Records drawn from a dataset:
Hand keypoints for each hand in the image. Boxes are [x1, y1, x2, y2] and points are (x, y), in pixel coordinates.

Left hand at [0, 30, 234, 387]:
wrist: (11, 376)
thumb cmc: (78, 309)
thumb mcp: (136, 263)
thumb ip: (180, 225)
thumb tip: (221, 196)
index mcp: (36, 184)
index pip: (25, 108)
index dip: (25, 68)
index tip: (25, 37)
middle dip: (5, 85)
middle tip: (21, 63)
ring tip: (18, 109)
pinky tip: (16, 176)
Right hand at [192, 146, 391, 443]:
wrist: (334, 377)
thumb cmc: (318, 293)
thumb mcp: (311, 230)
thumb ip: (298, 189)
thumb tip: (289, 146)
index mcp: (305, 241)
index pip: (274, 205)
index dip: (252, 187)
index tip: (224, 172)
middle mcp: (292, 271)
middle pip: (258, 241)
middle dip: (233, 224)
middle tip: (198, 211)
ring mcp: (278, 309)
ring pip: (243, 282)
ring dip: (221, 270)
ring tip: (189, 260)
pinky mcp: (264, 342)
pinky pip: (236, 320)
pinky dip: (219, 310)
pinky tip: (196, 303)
* * *
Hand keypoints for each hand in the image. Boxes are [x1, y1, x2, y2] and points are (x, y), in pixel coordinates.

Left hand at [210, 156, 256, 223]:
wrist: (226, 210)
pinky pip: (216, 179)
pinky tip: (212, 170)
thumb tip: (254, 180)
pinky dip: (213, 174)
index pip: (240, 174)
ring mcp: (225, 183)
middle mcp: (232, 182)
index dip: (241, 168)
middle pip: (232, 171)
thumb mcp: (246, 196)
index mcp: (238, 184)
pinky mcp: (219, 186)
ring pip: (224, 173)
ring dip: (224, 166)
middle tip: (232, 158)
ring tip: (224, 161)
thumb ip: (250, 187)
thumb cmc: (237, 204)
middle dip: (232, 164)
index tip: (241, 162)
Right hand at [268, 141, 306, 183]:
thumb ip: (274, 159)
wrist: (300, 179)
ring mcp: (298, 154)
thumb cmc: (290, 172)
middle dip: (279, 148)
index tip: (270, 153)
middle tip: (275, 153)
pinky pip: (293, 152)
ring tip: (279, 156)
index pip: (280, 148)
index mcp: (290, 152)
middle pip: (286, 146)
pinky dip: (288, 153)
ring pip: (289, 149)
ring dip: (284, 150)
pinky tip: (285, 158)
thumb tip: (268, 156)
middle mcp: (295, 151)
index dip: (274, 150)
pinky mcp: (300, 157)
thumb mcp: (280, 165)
==
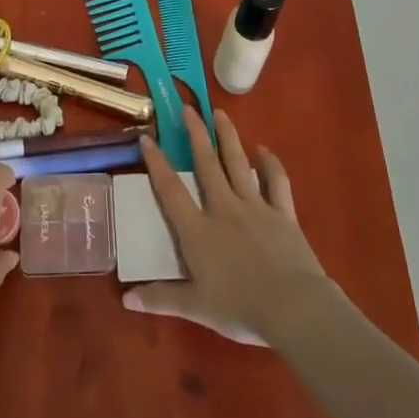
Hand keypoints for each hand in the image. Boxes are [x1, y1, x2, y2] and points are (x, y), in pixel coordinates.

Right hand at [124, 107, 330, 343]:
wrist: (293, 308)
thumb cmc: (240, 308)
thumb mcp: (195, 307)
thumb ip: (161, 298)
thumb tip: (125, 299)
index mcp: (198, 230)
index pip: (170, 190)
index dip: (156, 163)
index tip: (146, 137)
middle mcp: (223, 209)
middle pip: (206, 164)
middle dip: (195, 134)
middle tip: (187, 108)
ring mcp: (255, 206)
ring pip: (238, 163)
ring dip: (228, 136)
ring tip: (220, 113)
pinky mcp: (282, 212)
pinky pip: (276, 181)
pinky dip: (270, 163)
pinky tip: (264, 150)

▸ What is being asked
Retype the portion of the data above that starts on the line with "index dip: (241, 168)" and finishes on the line with "thumb mcp: (280, 165)", including both of those lines.

▸ Response area
index dip: (241, 168)
middle pip: (232, 171)
thumb mcp: (246, 196)
index mcp: (238, 184)
pinky mcp: (219, 186)
ring pip: (224, 173)
ring dip: (224, 166)
middle tip: (232, 158)
ring tip: (224, 161)
thumb ip: (250, 187)
thumb cmc: (237, 204)
middle dip: (232, 164)
index tip: (241, 162)
Right hand at [268, 141, 306, 183]:
thumb ip: (274, 159)
wrist: (300, 179)
ring mcp: (298, 154)
thumb cmc: (290, 172)
middle dip: (279, 148)
index tip: (270, 153)
middle tip: (275, 153)
pinky pip: (293, 152)
ring tip: (279, 156)
index pip: (280, 148)
index mcp: (290, 152)
middle pip: (286, 146)
pinky dip: (288, 153)
ring pip: (289, 149)
ring dip: (284, 150)
pinky tip: (285, 158)
thumb tip: (268, 156)
middle mcp: (295, 151)
index dip: (274, 150)
pinky mcp: (300, 157)
thumb mcp: (280, 165)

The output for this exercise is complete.